Tower-top measurements at 10 Hz include the wind vector components and sonic temperature from a sonic anemometer (CSAT‐3, Campbell Scientific, Logan, UT, USA), and densities of H₂O and CO₂ from an open-path IRGA (LI-7500; LI-COR Inc., Lincoln, Nebraska, USA) that also measures the atmospheric pressure. Just below at 5-m, a thermohygrometer (HMP 45C, Campbell Scientific, Logan, Utah, USA) reports the air temperature and relative humidity to a data logger (CR3000, Campbell Scientific) that stores half-hour averages.

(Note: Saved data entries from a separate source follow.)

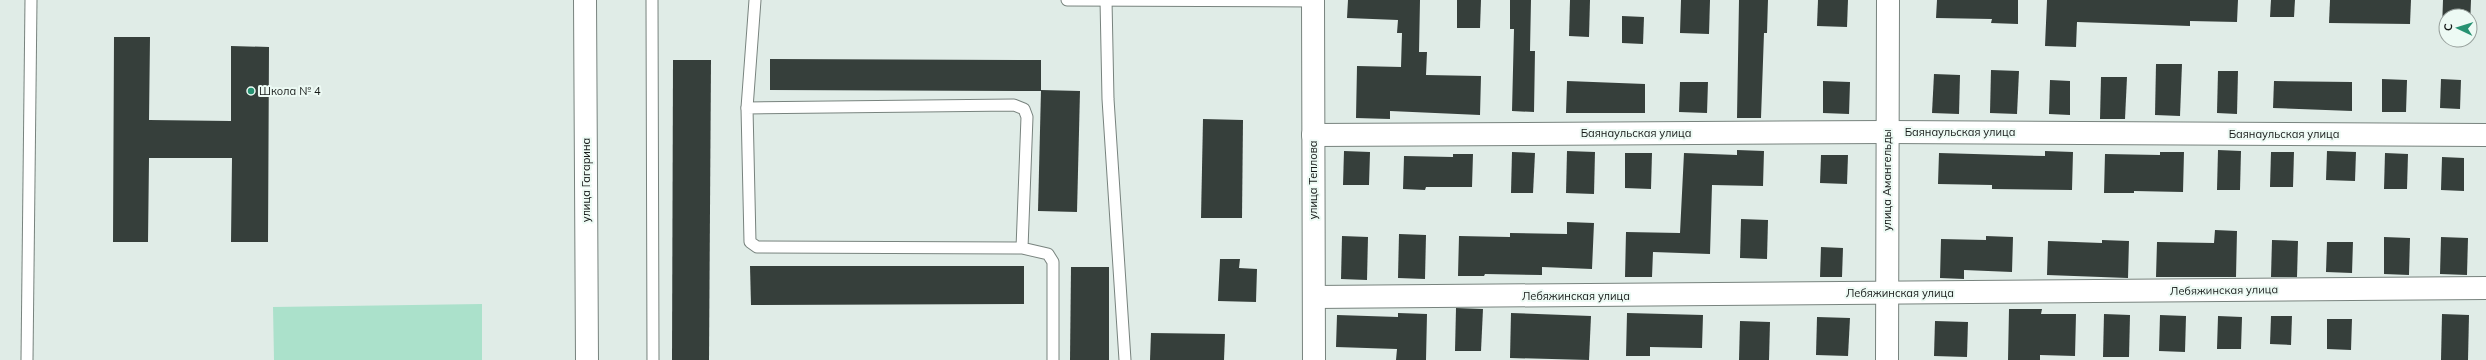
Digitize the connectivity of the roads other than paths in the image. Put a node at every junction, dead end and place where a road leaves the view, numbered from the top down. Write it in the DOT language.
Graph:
graph roads {
  1 [pos="31,0"];
  2 [pos="585,0"];
  3 [pos="652,0"];
  4 [pos="755,0"];
  5 [pos="1068,0"];
  6 [pos="1106,0"];
  7 [pos="1173,0"];
  8 [pos="1313,0"];
  9 [pos="1888,0"];
  10 [pos="747,108"];
  11 [pos="1887,132"];
  12 [pos="1313,135"];
  13 [pos="2486,135"];
  14 [pos="1022,248"];
  15 [pos="2486,288"];
  16 [pos="1887,294"];
  17 [pos="1314,297"];
  18 [pos="27,360"];
  19 [pos="587,360"];
  20 [pos="653,360"];
  21 [pos="1053,360"];
  22 [pos="1125,360"];
  23 [pos="1314,360"];
  24 [pos="1887,360"];
  1 -- 18 [label="lane"];
  2 -- 19 [label="street, улица Гагарина"];
  3 -- 20 [label="lane"];
  4 -- 10 [label="lane"];
  5 -- 6 [label="lane"];
  6 -- 7 [label="lane"];
  6 -- 22 [label="lane"];
  7 -- 8 [label="lane"];
  8 -- 12 [label="street, улица Теплова"];
  9 -- 11 [label="street, улица Амангельды"];
  10 -- 14 [label="lane"];
  10 -- 14 [label="lane"];
  11 -- 12 [label="street, Баянаульская улица"];
  11 -- 13 [label="street, Баянаульская улица"];
  11 -- 16 [label="street, улица Амангельды"];
  12 -- 17 [label="street, улица Теплова"];
  14 -- 21 [label="lane"];
  15 -- 16 [label="street, Лебяжинская улица"];
  16 -- 17 [label="street, Лебяжинская улица"];
  16 -- 24 [label="street, улица Амангельды"];
  17 -- 23 [label="street, улица Теплова"];
}
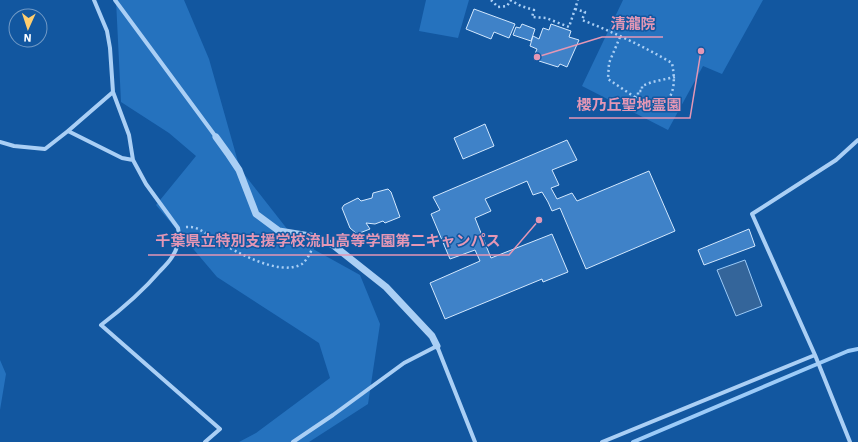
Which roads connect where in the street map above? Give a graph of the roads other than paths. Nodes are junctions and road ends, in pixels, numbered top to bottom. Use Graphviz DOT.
graph roads {
  1 [pos="94,0"];
  2 [pos="115,0"];
  3 [pos="113,92"];
  4 [pos="68,131"];
  5 [pos="216,137"];
  6 [pos="858,140"];
  7 [pos="0,142"];
  8 [pos="133,160"];
  9 [pos="437,346"];
  10 [pos="815,355"];
  11 [pos="205,442"];
  12 [pos="293,442"];
  13 [pos="475,442"];
  14 [pos="602,442"];
  15 [pos="850,442"];
  1 -- 3 [label="street"];
  2 -- 5 [label="street"];
  3 -- 4 [label="street"];
  3 -- 8 [label="street"];
  4 -- 7 [label="street"];
  4 -- 8 [label="street"];
  5 -- 9 [label="street"];
  6 -- 10 [label="street"];
  8 -- 11 [label="street"];
  9 -- 12 [label="street"];
  9 -- 13 [label="street"];
  10 -- 14 [label="street"];
  10 -- 15 [label="street"];
}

We compare the traditional (WPL80) versus disentangling methodologies in a consistent coordinate system. This was determined by two sequential rotations to correct for anemometer tilt (Finnigan et al. 2003) and force arithmetic mean velocities (prior to density corrections) to zero: first \(\overline{w}\) (attack angle) and then \(\overline{v}\) (wind direction). Annual integrations of net ecosystem exchange estimated for both methodologies were calculated filling gaps using the marginal distribution sampling technique (Reichstein et al. 2005). We examine experimental data for 2015, with a percentage of rejected CO₂ fluxes of 45% (74% of the rejected data occurred during night-time periods).

6.2 Results

For representative fluxes across multiple seasons, we compare net CO₂ fluxes calculated using the new methodology with traditional calculations from the WPL80 methodology. Emphasis here is on fluxes of CO₂, because both water vapour and sensible heat fluxes from the two methodologies were virtually indistinguishable, and because non-diffusive transport of water vapour is only a tiny fraction of total water vapour transport (Kowalski 2017). In every case, F_c represents the flux calculated with the new methodology, and F_WPL the traditional calculation.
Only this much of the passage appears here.